Extracted information: Begin
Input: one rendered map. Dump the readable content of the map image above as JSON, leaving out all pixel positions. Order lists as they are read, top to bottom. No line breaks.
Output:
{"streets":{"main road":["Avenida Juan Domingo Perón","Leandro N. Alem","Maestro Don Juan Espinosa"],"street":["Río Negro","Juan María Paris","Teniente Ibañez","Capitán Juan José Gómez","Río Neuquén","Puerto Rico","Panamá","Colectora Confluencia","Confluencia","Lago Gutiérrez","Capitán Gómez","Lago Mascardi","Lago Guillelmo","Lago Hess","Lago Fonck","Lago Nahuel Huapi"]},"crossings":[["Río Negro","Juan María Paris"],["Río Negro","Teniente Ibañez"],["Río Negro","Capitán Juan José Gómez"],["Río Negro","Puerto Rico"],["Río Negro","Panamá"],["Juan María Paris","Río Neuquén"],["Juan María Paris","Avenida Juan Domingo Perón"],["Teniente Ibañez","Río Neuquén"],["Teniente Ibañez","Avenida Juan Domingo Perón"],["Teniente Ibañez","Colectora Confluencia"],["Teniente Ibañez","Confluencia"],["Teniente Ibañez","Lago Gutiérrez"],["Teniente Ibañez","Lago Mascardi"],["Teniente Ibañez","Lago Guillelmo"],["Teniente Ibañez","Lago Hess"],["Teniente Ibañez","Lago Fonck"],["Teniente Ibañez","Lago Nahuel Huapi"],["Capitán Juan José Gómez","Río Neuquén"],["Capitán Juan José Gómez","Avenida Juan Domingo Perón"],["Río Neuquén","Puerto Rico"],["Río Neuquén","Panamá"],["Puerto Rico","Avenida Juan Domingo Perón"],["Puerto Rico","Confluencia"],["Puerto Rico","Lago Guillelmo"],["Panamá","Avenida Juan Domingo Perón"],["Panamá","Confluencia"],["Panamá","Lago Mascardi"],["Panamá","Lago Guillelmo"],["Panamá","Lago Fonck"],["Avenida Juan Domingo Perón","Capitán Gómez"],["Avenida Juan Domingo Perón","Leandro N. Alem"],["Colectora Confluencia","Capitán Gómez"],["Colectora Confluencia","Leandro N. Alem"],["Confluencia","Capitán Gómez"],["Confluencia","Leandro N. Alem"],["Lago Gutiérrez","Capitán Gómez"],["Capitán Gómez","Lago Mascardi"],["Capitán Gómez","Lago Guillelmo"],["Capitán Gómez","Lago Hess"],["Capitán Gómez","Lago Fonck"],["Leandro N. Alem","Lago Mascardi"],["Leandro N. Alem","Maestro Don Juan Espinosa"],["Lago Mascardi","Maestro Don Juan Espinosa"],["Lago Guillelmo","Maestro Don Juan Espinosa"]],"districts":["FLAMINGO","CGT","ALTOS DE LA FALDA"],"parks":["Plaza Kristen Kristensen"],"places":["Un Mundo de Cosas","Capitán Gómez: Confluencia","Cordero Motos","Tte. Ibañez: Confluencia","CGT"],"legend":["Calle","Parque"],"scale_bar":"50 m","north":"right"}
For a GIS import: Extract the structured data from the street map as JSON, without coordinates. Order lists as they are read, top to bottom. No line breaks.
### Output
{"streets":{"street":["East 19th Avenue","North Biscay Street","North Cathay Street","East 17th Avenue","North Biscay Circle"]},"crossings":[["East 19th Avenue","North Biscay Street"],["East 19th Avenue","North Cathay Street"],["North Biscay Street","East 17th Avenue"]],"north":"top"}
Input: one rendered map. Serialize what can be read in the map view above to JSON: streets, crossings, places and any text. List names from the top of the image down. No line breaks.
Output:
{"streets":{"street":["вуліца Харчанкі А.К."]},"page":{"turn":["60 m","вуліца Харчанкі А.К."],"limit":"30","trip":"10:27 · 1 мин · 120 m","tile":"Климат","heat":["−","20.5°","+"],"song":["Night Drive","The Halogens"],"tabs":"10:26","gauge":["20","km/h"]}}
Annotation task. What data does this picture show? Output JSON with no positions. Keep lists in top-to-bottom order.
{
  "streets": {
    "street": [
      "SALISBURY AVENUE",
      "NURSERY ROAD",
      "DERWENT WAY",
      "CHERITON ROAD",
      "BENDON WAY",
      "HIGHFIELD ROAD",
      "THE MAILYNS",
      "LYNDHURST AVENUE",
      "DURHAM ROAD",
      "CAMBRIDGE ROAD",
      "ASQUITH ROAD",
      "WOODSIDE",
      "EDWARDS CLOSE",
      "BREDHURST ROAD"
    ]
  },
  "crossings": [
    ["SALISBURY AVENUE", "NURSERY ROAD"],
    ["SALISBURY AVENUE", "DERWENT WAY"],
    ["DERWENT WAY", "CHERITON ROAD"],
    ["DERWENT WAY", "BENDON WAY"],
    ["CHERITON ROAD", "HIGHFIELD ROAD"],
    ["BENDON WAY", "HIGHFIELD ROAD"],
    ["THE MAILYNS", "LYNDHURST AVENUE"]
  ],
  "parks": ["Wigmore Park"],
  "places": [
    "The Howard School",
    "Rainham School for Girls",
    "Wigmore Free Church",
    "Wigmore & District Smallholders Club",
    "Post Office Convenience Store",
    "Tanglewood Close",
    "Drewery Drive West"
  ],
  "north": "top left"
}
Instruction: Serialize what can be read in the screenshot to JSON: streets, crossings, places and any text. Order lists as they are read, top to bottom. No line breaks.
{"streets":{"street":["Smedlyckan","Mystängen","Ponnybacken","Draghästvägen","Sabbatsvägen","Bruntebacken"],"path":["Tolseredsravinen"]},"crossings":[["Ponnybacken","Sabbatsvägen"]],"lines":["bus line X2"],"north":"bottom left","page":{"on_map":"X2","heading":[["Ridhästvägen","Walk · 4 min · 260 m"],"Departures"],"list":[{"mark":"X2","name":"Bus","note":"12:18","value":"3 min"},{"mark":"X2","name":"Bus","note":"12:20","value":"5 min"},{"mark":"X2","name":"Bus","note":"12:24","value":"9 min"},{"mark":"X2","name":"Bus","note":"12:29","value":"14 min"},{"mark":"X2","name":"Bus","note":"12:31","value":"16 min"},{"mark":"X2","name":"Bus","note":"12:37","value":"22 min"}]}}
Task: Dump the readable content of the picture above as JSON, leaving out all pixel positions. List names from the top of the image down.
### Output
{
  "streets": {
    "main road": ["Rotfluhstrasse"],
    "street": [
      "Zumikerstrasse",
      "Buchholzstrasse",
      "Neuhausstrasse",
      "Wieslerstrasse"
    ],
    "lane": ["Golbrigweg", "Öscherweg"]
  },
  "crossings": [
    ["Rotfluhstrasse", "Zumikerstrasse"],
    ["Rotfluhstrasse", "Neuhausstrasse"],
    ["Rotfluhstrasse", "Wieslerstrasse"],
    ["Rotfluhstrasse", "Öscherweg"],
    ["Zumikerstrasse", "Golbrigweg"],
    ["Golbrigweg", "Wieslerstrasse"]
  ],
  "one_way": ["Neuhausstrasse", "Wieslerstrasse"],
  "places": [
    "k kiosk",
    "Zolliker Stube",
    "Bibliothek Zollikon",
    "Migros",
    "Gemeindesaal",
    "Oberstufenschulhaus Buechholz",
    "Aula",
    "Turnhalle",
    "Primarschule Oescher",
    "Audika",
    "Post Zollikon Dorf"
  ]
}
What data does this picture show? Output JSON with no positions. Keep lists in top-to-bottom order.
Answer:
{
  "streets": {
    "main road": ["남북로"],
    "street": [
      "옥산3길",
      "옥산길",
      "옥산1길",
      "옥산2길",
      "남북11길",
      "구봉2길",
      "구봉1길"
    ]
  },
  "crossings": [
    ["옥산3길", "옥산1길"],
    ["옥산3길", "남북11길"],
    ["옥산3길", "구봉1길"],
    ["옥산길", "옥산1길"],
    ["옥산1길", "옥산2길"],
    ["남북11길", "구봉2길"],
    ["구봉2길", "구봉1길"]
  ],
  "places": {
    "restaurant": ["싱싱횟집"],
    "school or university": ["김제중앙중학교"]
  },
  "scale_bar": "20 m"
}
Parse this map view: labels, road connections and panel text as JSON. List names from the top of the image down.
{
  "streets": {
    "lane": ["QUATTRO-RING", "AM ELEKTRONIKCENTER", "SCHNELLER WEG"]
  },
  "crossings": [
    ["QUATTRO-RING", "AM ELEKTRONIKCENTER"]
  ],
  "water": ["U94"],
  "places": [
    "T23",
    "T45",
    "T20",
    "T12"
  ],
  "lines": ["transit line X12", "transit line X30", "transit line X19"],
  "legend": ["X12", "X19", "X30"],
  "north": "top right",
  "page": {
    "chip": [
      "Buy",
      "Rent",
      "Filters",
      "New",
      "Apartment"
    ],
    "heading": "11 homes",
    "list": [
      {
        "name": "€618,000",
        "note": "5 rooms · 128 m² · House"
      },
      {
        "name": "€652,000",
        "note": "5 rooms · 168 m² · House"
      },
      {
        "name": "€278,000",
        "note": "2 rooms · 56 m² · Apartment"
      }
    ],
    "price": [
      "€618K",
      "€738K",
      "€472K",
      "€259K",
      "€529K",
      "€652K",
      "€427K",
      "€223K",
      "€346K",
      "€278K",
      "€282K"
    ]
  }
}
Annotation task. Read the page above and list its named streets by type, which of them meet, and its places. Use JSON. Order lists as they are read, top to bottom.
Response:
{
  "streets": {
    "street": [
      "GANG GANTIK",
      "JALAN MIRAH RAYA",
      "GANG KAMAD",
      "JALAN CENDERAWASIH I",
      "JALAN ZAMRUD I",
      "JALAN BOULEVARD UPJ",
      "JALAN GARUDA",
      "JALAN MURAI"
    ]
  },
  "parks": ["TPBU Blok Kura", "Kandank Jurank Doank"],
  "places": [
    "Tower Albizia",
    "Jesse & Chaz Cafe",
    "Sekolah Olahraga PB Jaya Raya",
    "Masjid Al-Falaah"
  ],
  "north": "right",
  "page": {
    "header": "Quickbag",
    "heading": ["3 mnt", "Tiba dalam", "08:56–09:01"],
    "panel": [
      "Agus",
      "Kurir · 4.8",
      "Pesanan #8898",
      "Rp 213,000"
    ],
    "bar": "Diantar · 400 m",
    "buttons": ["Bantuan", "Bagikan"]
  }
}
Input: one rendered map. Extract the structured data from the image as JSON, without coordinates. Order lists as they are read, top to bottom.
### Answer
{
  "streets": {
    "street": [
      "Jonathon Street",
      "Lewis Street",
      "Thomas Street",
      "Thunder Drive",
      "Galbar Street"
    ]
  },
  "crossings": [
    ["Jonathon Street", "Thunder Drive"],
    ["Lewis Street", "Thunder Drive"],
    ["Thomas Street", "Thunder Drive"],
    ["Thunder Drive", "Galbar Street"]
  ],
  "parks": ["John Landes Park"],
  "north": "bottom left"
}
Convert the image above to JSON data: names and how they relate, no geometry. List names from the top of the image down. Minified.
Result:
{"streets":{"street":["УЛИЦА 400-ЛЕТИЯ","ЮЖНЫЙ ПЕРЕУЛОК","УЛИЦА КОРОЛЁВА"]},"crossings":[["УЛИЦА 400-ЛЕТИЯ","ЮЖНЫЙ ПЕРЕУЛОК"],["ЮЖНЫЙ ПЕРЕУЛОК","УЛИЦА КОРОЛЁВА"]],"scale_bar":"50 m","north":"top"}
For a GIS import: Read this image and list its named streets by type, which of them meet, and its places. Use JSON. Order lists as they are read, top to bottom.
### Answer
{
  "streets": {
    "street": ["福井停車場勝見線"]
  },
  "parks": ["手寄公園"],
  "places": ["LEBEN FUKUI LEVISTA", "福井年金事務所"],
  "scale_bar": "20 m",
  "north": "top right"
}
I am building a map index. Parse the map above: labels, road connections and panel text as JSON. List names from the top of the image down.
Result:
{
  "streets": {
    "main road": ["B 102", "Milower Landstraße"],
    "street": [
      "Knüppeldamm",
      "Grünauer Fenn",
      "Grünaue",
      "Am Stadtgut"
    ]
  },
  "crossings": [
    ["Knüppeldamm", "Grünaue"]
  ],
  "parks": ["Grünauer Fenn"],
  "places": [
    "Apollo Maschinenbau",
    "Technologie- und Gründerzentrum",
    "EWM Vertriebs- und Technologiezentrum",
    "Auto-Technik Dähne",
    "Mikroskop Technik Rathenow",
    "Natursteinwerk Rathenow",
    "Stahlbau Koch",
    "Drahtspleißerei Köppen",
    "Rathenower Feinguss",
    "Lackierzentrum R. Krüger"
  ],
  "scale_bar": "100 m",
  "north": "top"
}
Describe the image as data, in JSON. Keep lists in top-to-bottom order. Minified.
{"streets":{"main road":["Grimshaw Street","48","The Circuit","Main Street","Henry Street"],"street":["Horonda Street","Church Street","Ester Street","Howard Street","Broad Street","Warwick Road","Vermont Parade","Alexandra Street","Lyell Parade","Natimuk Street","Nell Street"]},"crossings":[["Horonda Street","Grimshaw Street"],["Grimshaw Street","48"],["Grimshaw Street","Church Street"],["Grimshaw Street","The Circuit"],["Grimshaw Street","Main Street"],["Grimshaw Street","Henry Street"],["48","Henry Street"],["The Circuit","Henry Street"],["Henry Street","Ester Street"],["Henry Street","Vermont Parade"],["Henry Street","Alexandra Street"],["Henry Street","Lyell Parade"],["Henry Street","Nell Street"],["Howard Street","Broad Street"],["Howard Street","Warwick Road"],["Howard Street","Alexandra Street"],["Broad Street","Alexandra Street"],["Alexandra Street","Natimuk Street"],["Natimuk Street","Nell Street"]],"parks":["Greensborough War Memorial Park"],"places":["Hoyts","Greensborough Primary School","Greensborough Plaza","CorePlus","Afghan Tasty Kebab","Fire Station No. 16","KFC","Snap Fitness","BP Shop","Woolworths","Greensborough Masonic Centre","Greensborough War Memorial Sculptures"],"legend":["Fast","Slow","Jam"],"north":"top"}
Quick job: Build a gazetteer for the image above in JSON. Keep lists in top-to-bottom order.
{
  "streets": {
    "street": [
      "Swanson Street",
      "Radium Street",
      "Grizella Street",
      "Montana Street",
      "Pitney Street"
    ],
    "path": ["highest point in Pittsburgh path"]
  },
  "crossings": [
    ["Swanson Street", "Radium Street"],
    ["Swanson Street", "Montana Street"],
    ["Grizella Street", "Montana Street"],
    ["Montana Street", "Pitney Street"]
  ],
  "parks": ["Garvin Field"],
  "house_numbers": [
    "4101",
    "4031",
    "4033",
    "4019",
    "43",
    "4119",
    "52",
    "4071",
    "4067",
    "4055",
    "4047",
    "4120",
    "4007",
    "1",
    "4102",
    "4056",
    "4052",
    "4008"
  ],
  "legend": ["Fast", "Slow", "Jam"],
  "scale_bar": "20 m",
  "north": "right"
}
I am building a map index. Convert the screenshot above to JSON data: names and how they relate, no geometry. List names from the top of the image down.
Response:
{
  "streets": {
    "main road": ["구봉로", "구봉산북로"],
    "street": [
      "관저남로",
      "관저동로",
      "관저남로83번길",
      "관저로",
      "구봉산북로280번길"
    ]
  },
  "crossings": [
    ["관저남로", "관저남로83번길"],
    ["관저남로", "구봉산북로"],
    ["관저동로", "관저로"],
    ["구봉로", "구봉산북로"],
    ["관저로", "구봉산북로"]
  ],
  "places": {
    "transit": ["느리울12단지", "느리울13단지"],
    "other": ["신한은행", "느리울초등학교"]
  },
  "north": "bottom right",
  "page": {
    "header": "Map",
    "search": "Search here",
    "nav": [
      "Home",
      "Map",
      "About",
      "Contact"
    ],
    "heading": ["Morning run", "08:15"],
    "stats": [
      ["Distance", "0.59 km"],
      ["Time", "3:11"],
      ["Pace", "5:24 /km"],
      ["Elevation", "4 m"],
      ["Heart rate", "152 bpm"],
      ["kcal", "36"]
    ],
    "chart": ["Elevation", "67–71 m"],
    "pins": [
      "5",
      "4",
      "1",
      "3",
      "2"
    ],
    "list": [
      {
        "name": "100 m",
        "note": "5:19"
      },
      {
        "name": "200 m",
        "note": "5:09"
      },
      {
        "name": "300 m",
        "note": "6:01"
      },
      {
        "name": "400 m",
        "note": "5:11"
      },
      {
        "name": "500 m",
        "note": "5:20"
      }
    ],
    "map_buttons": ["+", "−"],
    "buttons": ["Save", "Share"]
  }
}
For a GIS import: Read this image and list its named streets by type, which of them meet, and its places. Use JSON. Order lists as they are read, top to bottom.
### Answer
Extracted information: End
Throughout the records, the word "pixel" shows up on certain lines. Report how many lines, with only the number.

◆ Answer box:
2